* _EXTRACTED ENTRIES_
┌──

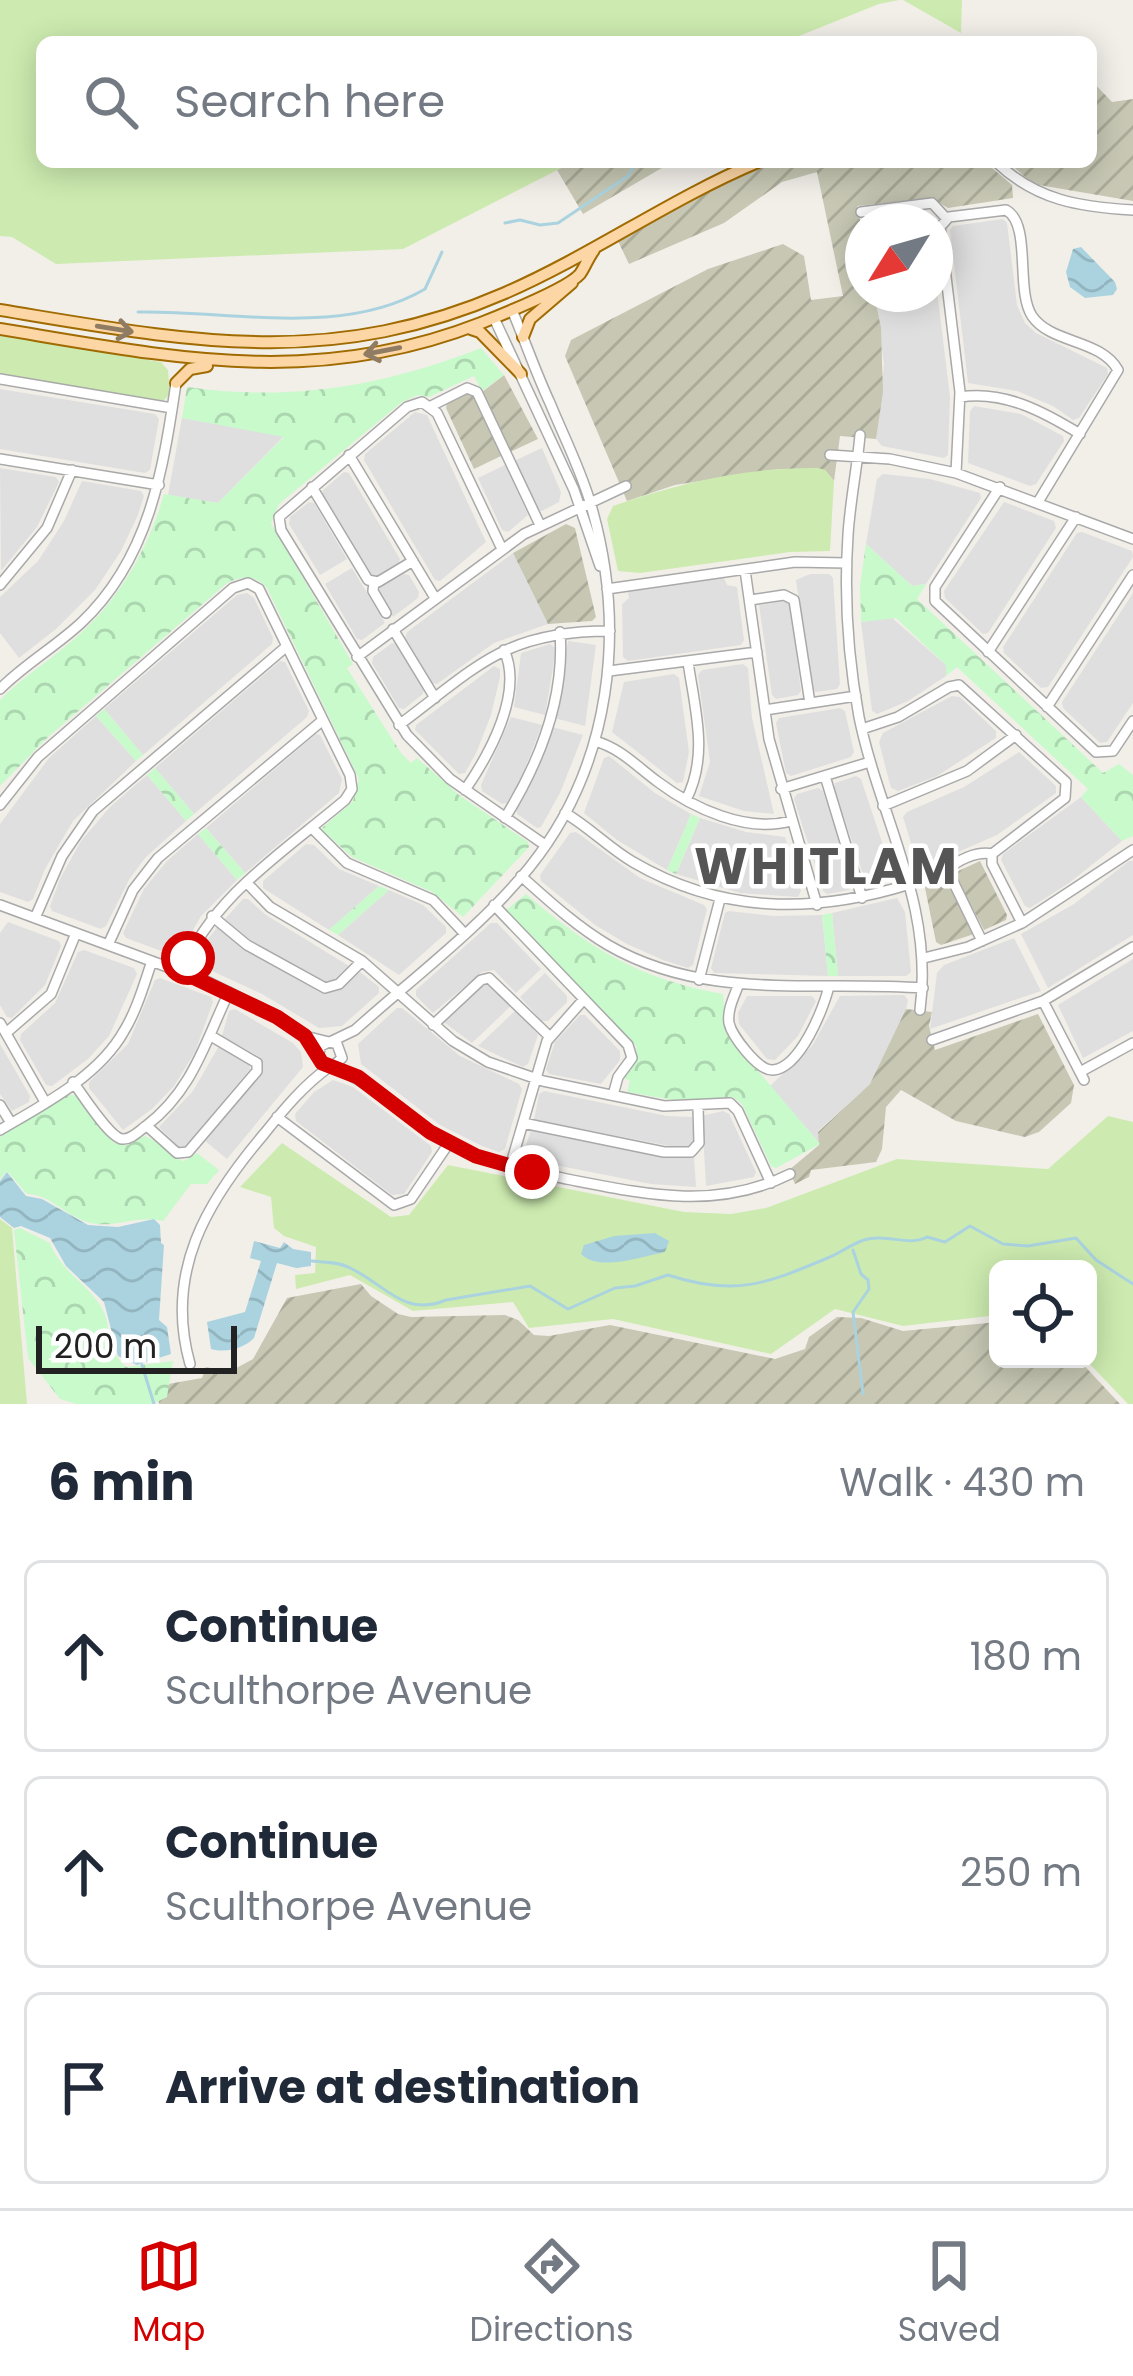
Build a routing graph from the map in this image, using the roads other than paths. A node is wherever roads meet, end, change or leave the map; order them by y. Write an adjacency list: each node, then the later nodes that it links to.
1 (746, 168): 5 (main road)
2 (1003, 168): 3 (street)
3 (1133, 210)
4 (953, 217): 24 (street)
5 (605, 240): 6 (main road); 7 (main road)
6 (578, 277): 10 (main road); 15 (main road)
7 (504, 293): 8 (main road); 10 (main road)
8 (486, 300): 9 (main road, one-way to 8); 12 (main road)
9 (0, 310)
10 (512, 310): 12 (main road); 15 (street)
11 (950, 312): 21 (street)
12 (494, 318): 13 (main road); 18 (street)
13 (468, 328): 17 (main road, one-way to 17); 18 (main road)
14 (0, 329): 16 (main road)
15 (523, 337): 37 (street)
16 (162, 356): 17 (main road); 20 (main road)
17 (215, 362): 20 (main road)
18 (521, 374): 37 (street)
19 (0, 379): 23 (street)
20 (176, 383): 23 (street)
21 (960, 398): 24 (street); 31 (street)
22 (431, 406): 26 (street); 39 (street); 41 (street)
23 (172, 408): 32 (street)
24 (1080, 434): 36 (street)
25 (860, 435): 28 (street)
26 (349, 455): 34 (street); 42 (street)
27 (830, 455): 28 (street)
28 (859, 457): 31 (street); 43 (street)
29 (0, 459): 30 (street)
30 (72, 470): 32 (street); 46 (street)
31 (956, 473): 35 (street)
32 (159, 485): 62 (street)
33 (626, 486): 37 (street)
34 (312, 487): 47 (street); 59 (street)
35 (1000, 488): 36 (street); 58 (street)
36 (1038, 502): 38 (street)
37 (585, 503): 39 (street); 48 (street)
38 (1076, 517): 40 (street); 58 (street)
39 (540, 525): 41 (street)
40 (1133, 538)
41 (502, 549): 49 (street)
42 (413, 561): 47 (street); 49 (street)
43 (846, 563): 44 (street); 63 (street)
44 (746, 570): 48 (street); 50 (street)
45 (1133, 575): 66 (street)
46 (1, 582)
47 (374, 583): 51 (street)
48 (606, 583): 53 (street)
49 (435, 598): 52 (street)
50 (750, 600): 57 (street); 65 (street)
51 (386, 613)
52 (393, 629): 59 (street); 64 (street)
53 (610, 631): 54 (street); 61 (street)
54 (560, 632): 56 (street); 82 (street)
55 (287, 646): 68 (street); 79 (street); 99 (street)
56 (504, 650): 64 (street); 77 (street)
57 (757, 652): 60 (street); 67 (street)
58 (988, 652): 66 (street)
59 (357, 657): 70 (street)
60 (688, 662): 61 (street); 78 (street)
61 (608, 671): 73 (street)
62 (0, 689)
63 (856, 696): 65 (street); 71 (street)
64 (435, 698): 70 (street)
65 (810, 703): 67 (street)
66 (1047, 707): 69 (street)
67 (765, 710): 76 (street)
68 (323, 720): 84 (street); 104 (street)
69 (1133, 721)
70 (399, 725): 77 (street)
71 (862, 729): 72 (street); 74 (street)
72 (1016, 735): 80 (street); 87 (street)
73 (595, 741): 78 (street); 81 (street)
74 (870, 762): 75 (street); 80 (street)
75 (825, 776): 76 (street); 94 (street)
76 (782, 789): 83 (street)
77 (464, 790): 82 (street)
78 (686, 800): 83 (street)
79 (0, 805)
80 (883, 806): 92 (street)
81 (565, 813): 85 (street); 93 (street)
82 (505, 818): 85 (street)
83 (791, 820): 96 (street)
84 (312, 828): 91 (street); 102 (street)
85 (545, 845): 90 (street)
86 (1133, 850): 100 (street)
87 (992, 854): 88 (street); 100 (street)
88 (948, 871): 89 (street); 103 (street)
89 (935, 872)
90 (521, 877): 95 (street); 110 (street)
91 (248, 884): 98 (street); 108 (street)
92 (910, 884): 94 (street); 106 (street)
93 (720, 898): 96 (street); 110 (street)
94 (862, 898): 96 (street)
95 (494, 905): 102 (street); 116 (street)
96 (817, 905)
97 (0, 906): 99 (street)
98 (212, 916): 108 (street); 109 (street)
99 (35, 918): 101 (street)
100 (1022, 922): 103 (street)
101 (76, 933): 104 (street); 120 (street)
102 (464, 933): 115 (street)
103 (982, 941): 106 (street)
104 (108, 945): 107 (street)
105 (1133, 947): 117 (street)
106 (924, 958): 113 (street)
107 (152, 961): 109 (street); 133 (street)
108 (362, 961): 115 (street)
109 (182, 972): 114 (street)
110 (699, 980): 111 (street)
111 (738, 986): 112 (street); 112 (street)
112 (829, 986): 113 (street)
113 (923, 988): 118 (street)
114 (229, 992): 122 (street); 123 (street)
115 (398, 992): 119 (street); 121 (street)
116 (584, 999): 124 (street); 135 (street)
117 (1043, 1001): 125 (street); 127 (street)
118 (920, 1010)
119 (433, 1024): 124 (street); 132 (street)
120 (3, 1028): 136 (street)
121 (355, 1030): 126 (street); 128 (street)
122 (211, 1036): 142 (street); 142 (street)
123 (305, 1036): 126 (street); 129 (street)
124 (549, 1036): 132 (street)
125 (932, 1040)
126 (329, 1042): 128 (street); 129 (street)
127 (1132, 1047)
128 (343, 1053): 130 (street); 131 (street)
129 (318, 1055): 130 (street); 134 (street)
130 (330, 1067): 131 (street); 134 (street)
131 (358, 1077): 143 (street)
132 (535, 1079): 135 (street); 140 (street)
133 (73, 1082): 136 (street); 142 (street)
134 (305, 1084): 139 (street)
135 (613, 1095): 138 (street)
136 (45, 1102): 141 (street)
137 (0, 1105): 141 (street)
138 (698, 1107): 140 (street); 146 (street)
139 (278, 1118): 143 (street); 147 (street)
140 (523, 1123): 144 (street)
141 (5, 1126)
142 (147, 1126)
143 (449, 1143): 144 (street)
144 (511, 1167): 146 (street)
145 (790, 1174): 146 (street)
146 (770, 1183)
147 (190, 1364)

└──
┌──

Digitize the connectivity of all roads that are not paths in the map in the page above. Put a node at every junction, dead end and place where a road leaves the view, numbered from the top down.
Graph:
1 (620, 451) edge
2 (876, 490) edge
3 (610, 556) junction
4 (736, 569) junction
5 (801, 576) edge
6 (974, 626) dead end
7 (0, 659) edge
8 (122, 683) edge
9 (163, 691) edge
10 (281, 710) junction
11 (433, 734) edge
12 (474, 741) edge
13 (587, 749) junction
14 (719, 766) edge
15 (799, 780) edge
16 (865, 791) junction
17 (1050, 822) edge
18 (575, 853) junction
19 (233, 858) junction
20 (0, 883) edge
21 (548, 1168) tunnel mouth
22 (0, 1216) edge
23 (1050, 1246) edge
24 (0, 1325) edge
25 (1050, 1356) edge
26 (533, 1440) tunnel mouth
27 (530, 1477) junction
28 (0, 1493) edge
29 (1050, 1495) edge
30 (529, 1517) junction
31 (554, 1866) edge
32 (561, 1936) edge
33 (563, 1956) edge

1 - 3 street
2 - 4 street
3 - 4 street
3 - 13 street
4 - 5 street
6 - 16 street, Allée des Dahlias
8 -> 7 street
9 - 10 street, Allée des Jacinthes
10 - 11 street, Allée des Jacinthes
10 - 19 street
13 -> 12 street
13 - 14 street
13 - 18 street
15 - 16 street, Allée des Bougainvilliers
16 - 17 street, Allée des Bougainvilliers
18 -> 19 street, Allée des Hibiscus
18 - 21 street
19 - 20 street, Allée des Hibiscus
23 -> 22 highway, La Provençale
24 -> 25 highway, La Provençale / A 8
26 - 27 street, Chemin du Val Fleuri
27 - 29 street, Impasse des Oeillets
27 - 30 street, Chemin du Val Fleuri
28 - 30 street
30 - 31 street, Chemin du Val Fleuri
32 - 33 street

└──

* _WHAT YOU HAVE TO DO_
Only lines with the word "tunnel" are wanted; pull each of them from the records.

* _REPLY_
21 (548, 1168) tunnel mouth
26 (533, 1440) tunnel mouth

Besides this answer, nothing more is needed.